(Provided material Opens)

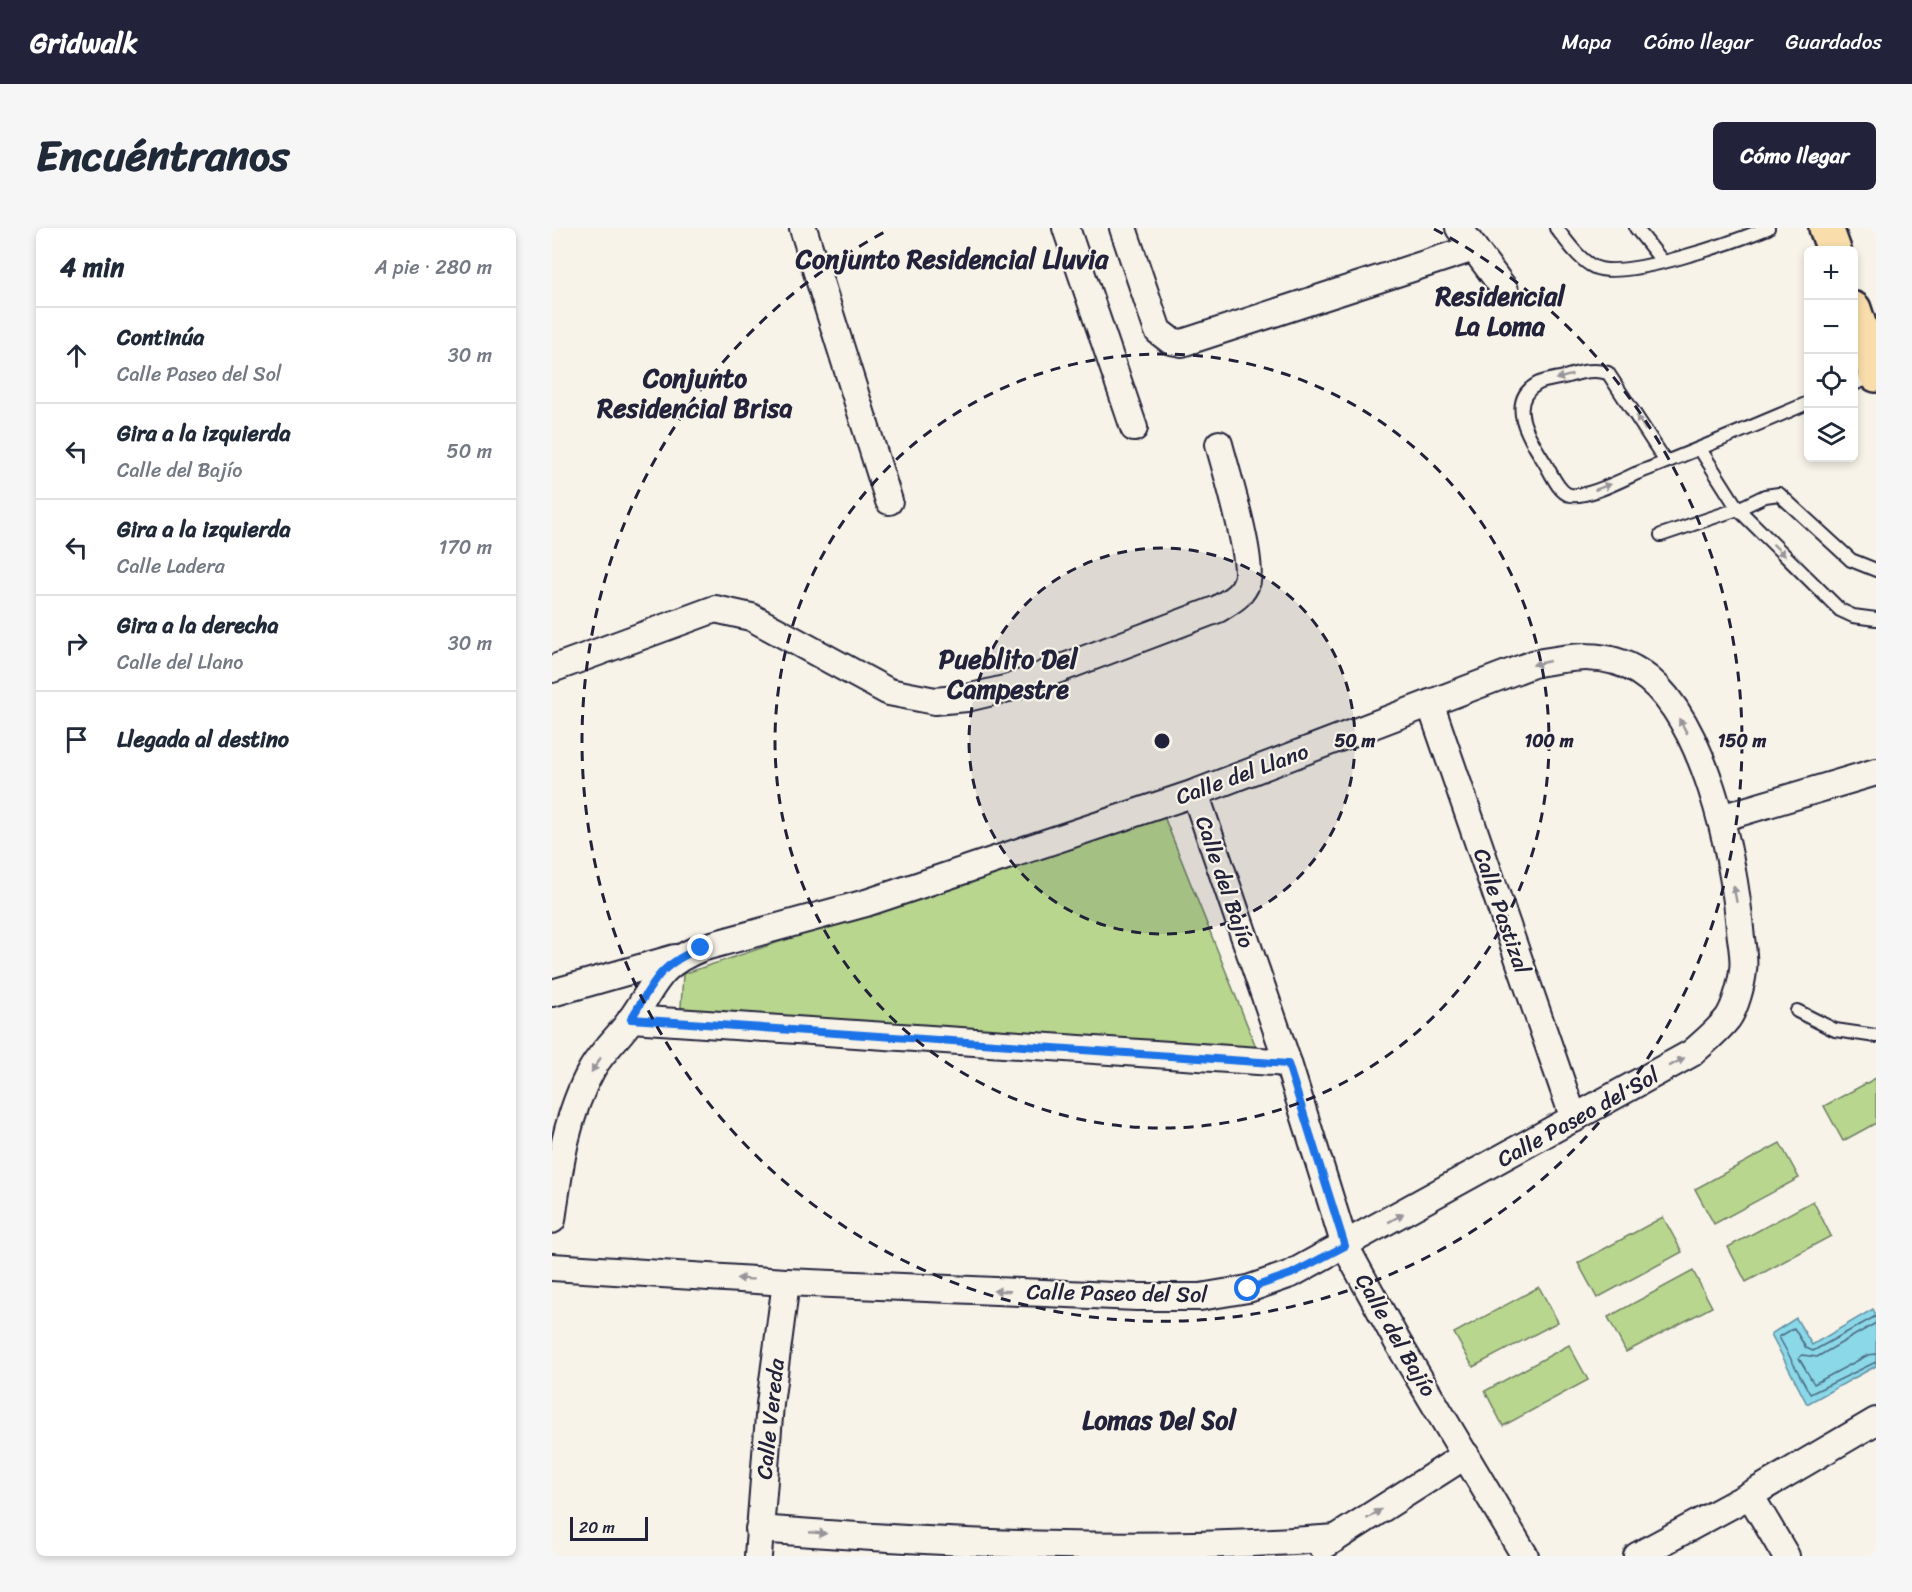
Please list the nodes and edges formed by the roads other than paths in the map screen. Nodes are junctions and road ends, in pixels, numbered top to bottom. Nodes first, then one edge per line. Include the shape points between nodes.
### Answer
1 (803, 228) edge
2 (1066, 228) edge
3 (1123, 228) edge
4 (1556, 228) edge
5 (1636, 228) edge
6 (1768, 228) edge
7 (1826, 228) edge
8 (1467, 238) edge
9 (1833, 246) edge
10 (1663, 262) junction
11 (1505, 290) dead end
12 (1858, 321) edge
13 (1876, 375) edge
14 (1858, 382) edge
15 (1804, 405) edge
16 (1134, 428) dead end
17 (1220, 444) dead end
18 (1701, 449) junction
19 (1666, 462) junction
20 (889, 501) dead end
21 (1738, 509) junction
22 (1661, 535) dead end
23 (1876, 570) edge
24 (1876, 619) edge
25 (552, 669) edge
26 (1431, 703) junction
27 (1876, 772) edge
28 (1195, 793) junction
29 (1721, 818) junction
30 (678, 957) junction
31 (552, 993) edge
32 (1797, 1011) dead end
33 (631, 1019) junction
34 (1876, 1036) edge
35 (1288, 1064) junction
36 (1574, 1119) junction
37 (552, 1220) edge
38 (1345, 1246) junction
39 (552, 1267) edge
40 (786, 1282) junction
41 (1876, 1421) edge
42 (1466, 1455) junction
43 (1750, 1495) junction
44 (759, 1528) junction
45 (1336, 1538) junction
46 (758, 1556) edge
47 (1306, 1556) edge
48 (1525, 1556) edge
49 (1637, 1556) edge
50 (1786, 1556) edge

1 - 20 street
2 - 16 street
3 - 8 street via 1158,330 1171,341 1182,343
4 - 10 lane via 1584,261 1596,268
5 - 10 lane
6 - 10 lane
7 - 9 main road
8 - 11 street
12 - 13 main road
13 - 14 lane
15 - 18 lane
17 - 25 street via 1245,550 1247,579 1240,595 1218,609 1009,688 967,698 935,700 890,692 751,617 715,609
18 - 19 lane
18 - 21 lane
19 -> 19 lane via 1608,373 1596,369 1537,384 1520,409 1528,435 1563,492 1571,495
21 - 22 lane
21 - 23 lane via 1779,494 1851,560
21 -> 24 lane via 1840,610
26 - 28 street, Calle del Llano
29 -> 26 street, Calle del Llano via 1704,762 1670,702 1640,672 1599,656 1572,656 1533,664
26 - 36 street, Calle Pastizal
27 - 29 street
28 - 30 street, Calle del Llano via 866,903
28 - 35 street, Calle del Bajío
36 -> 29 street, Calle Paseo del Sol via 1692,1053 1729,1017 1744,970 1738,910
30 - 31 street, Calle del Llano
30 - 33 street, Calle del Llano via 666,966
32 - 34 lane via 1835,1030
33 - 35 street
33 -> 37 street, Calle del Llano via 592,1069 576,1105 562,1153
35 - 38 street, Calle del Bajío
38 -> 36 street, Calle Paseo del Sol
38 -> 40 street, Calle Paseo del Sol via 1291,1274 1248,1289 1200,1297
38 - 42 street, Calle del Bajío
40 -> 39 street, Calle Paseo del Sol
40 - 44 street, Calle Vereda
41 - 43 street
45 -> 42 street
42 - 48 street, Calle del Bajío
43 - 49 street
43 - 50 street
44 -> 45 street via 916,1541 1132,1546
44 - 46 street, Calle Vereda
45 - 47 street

(Provided material Closes)

_Your assignment_: Apart from the images, every line above needs to be printed again exactly.

_Written solution_:
Please list the nodes and edges formed by the roads other than paths in the map screen. Nodes are junctions and road ends, in pixels, numbered top to bottom. Nodes first, then one edge per line. Include the shape points between nodes.
### Answer
1 (803, 228) edge
2 (1066, 228) edge
3 (1123, 228) edge
4 (1556, 228) edge
5 (1636, 228) edge
6 (1768, 228) edge
7 (1826, 228) edge
8 (1467, 238) edge
9 (1833, 246) edge
10 (1663, 262) junction
11 (1505, 290) dead end
12 (1858, 321) edge
13 (1876, 375) edge
14 (1858, 382) edge
15 (1804, 405) edge
16 (1134, 428) dead end
17 (1220, 444) dead end
18 (1701, 449) junction
19 (1666, 462) junction
20 (889, 501) dead end
21 (1738, 509) junction
22 (1661, 535) dead end
23 (1876, 570) edge
24 (1876, 619) edge
25 (552, 669) edge
26 (1431, 703) junction
27 (1876, 772) edge
28 (1195, 793) junction
29 (1721, 818) junction
30 (678, 957) junction
31 (552, 993) edge
32 (1797, 1011) dead end
33 (631, 1019) junction
34 (1876, 1036) edge
35 (1288, 1064) junction
36 (1574, 1119) junction
37 (552, 1220) edge
38 (1345, 1246) junction
39 (552, 1267) edge
40 (786, 1282) junction
41 (1876, 1421) edge
42 (1466, 1455) junction
43 (1750, 1495) junction
44 (759, 1528) junction
45 (1336, 1538) junction
46 (758, 1556) edge
47 (1306, 1556) edge
48 (1525, 1556) edge
49 (1637, 1556) edge
50 (1786, 1556) edge

1 - 20 street
2 - 16 street
3 - 8 street via 1158,330 1171,341 1182,343
4 - 10 lane via 1584,261 1596,268
5 - 10 lane
6 - 10 lane
7 - 9 main road
8 - 11 street
12 - 13 main road
13 - 14 lane
15 - 18 lane
17 - 25 street via 1245,550 1247,579 1240,595 1218,609 1009,688 967,698 935,700 890,692 751,617 715,609
18 - 19 lane
18 - 21 lane
19 -> 19 lane via 1608,373 1596,369 1537,384 1520,409 1528,435 1563,492 1571,495
21 - 22 lane
21 - 23 lane via 1779,494 1851,560
21 -> 24 lane via 1840,610
26 - 28 street, Calle del Llano
29 -> 26 street, Calle del Llano via 1704,762 1670,702 1640,672 1599,656 1572,656 1533,664
26 - 36 street, Calle Pastizal
27 - 29 street
28 - 30 street, Calle del Llano via 866,903
28 - 35 street, Calle del Bajío
36 -> 29 street, Calle Paseo del Sol via 1692,1053 1729,1017 1744,970 1738,910
30 - 31 street, Calle del Llano
30 - 33 street, Calle del Llano via 666,966
32 - 34 lane via 1835,1030
33 - 35 street
33 -> 37 street, Calle del Llano via 592,1069 576,1105 562,1153
35 - 38 street, Calle del Bajío
38 -> 36 street, Calle Paseo del Sol
38 -> 40 street, Calle Paseo del Sol via 1291,1274 1248,1289 1200,1297
38 - 42 street, Calle del Bajío
40 -> 39 street, Calle Paseo del Sol
40 - 44 street, Calle Vereda
41 - 43 street
45 -> 42 street
42 - 48 street, Calle del Bajío
43 - 49 street
43 - 50 street
44 -> 45 street via 916,1541 1132,1546
44 - 46 street, Calle Vereda
45 - 47 street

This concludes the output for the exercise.